Speaker 2:Yeah, and I think our kids are like the next generation of the same I think it's good, I think it's important because if they're, they're happy to try something and then try something. And then a lot of people find, especially parents of my parents who struggled. My dad struggled with this massively because he was, you know, the career guy and you know, you do your things and then you have your hobbies and that's fine. But I changed my job quite a bit and my one of my sisters just love her to death. She's had lots of different things and he it stressed him out. Why is it? My little sister did everything kind of like this, but the other two of us were like a bit flighty and he's going. Oh god, he couldn't, he just couldn't, he couldn't, um, he couldn't reconcile all of that change in his head.
Speaker 1:But yeah, yeah. He's like how are you girls still going? What do you mean?
Speaker 2:yeah, exactly, oh god, you're not gonna. Oh, because he thought when I left my first degree, I know I had two years between my two degrees and he thought I'd never go back to university, which I was always planning to.
Speaker 1:But those two years really stressed between between doubts it's funny, isn't it, what perceptions our parents put onto us as well, and my expectations they put onto us. It's quite um. It's funny when you're an adult, like adult, when I feel like a more adulty, adult, yeah, and then you look back on it and you're like, oh yeah, of course they were like my age, like of course they had put these expectations on me, like yeah, I'm trying really hard not to put those same things because they are in my head, like I can hear my dad, so I try really hard not to put those then on.
Speaker 2:I don't want that to be the case. I want him to be able to choose what he does and be who he is and, you know, do whatever he wants. So if he doesn't want to go to university, he doesn't go to university, like I'm never going to force him to do that, whereas my dad was like, oh my god, you've got to go yeah university.
Speaker 2:It's not how you do things, yeah, but yeah. So I think just yeah, showing being able to do what you want and showing the next generation the best way of doing it, hopefully.
Speaker 1:Yeah, it sounds like you're doing a fantastic job. I have to say I also am very jealous of your hair. I will say this before we close off the episode, because your hair is bright pink and I'm here for it. I love it. Now I'm going to want to do mine, even though I said to you before I cannot handle the mess of dyeing my hair again my bath is permanently pink.
Speaker 2:We bought a brand new bath mat the other day and it's pink and it will be pink now forever, because it's just the first time it washes. It's just pink. So yeah, just have to know that nothing white in the bath is gonna stay white, it will just be yeah, that's it.
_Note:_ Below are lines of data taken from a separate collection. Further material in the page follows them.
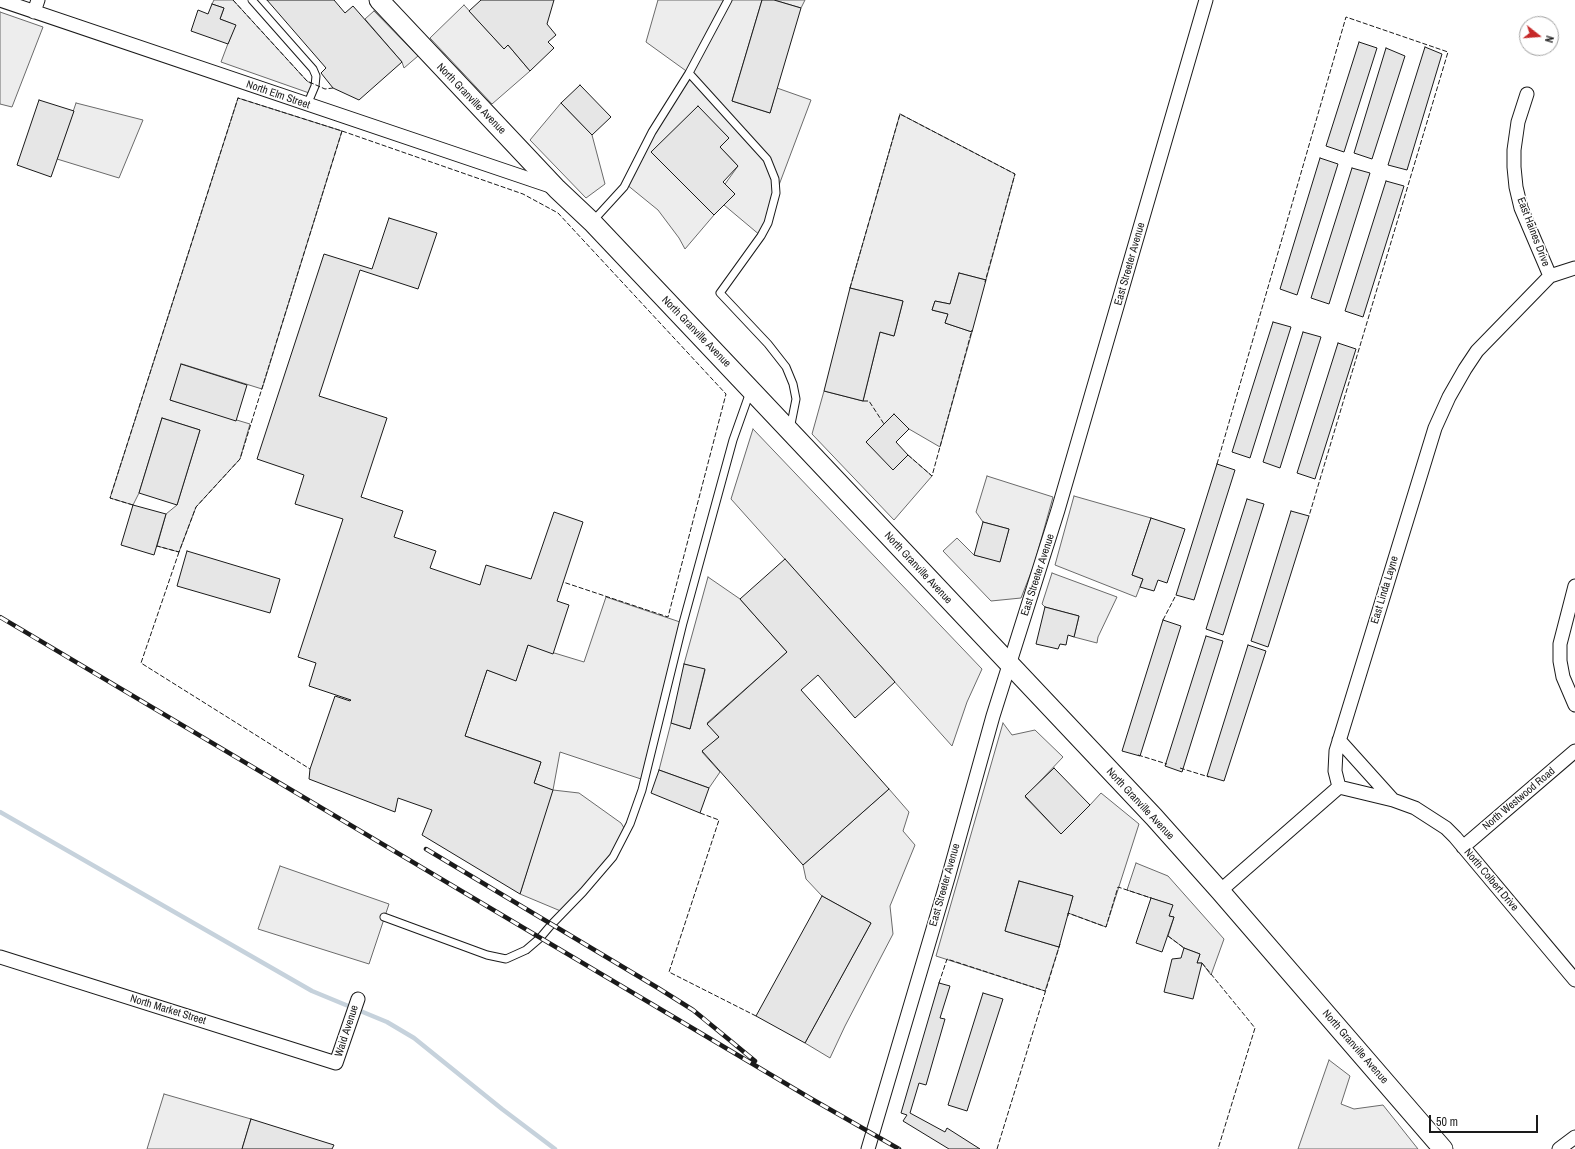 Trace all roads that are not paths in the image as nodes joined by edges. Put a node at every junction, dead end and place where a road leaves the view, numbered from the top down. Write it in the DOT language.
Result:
graph roads {
  1 [pos="0,0"];
  2 [pos="252,0"];
  3 [pos="379,0"];
  4 [pos="728,0"];
  5 [pos="1206,0"];
  6 [pos="36,6"];
  7 [pos="689,73"];
  8 [pos="1527,94"];
  9 [pos="307,105"];
  10 [pos="557,189"];
  11 [pos="592,222"];
  12 [pos="1575,268"];
  13 [pos="1550,276"];
  14 [pos="751,390"];
  15 [pos="790,431"];
  16 [pos="1575,586"];
  17 [pos="1009,664"];
  18 [pos="1575,705"];
  19 [pos="1339,740"];
  20 [pos="1575,751"];
  21 [pos="1339,787"];
  22 [pos="1393,800"];
  23 [pos="1463,847"];
  24 [pos="1220,891"];
  25 [pos="384,917"];
  26 [pos="0,957"];
  27 [pos="1575,980"];
  28 [pos="358,999"];
  29 [pos="336,1063"];
  30 [pos="1575,1136"];
  31 [pos="868,1149"];
  32 [pos="1443,1149"];
  33 [pos="1559,1149"];
  1 -- 6 [label="street, North Elm Street"];
  2 -- 9 [label="lane"];
  3 -- 10 [label="main road, North Granville Avenue"];
  4 -- 7 [label="lane"];
  5 -- 17 [label="street, East Streeter Avenue"];
  6 -- 9 [label="street, North Elm Street"];
  7 -- 11 [label="lane"];
  7 -- 15 [label="lane"];
  8 -- 13 [label="street, East Haines Drive"];
  9 -- 10 [label="street, North Elm Street"];
  10 -- 11 [label="main road, North Granville Avenue"];
  11 -- 14 [label="main road, North Granville Avenue"];
  12 -- 13 [label="street"];
  13 -- 19 [label="street, East Linda Layne"];
  14 -- 15 [label="main road, North Granville Avenue"];
  14 -- 25 [label="lane"];
  15 -- 17 [label="main road, North Granville Avenue"];
  16 -- 18 [label="street"];
  17 -- 24 [label="main road, North Granville Avenue"];
  17 -- 31 [label="street, East Streeter Avenue"];
  19 -- 21 [label="street, East Linda Layne"];
  19 -- 22 [label="street, North Colbert Drive"];
  20 -- 23 [label="street, North Westwood Road"];
  21 -- 22 [label="street, North Colbert Drive"];
  21 -- 24 [label="street"];
  22 -- 23 [label="street, North Colbert Drive"];
  23 -- 27 [label="street, North Colbert Drive"];
  24 -- 32 [label="main road, North Granville Avenue"];
  26 -- 29 [label="street, North Market Street"];
  28 -- 29 [label="street, Waid Avenue"];
  30 -- 33 [label="street"];
}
Speaker 1:That's it. Uh well, thank you so much for joining me. Thank you so much for sharing your story and um, I hope that everything goes the way you wanted to this year. I hope you get that garden office.
Speaker 2:I am rooting for you, I know. Thank you so much and it was really great to be able to talk about these things. I think it's nice to share stories and they can be very different from everybody else's, but you know, somebody is out there thinking, oh yeah, that's what I needed to hear. So, yeah, thank you very much for having me. It was lovely.